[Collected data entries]
□ □ □ □ □ □ □

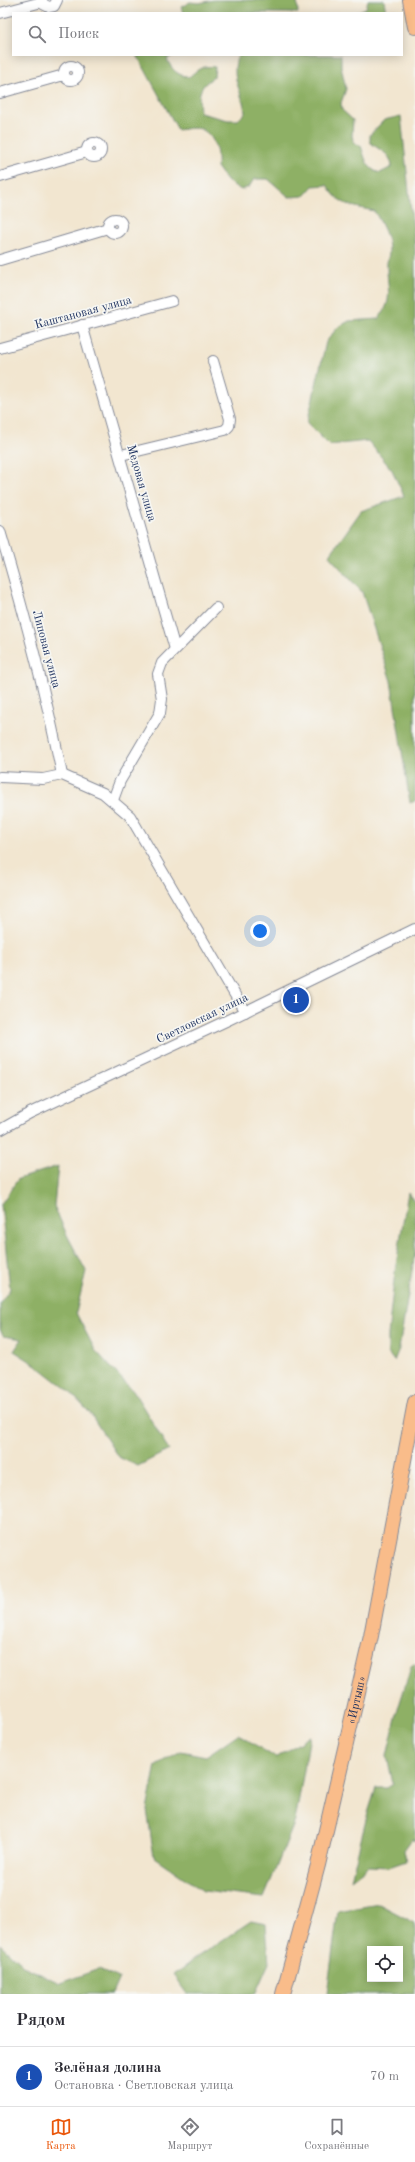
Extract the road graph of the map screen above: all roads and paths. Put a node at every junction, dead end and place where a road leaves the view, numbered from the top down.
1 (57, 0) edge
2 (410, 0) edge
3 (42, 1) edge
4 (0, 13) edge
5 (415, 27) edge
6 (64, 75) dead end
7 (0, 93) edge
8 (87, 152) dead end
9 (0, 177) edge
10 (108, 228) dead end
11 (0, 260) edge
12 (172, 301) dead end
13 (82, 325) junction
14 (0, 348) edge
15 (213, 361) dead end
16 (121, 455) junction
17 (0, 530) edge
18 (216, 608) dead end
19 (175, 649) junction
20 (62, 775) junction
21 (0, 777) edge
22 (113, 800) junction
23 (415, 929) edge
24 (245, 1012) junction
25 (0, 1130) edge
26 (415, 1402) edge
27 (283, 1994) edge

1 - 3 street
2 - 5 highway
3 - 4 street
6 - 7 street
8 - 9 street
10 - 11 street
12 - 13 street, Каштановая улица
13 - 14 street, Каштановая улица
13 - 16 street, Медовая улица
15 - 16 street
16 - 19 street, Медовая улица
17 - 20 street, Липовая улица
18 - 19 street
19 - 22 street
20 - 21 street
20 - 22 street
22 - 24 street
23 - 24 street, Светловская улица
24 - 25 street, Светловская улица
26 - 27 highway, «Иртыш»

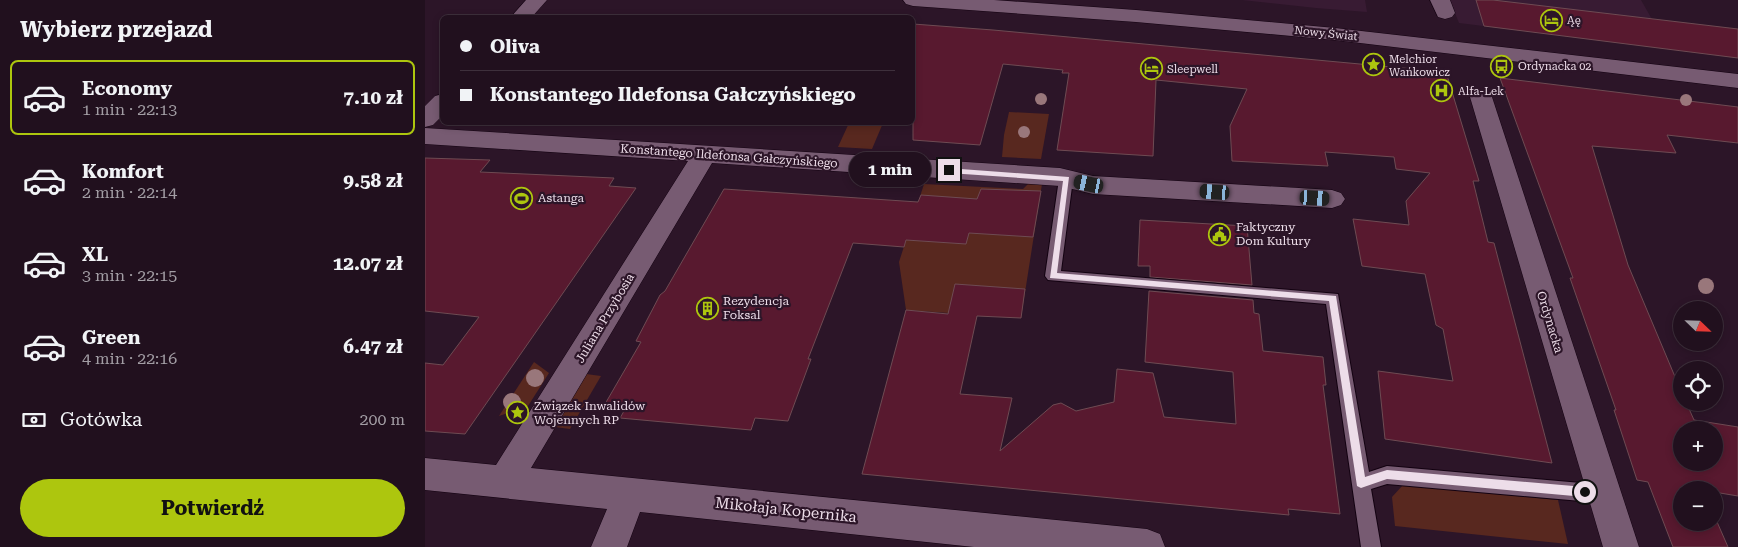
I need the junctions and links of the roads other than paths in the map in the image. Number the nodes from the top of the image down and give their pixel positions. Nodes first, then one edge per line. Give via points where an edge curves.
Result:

□ □ □ □ □ □ □

Your answer must be the records above, word for word, with no pictures.

Extract the road graph of the map screen above: all roads and paths. Put a node at every junction, dead end and place where a road leaves the view, numbered from the top down.
1 (57, 0) edge
2 (410, 0) edge
3 (42, 1) edge
4 (0, 13) edge
5 (415, 27) edge
6 (64, 75) dead end
7 (0, 93) edge
8 (87, 152) dead end
9 (0, 177) edge
10 (108, 228) dead end
11 (0, 260) edge
12 (172, 301) dead end
13 (82, 325) junction
14 (0, 348) edge
15 (213, 361) dead end
16 (121, 455) junction
17 (0, 530) edge
18 (216, 608) dead end
19 (175, 649) junction
20 (62, 775) junction
21 (0, 777) edge
22 (113, 800) junction
23 (415, 929) edge
24 (245, 1012) junction
25 (0, 1130) edge
26 (415, 1402) edge
27 (283, 1994) edge

1 - 3 street
2 - 5 highway
3 - 4 street
6 - 7 street
8 - 9 street
10 - 11 street
12 - 13 street, Каштановая улица
13 - 14 street, Каштановая улица
13 - 16 street, Медовая улица
15 - 16 street
16 - 19 street, Медовая улица
17 - 20 street, Липовая улица
18 - 19 street
19 - 22 street
20 - 21 street
20 - 22 street
22 - 24 street
23 - 24 street, Светловская улица
24 - 25 street, Светловская улица
26 - 27 highway, «Иртыш»

I need the junctions and links of the roads other than paths in the map in the image. Number the nodes from the top of the image down and give their pixel positions. Nodes first, then one edge per line. Give via points where an edge curves.
Result:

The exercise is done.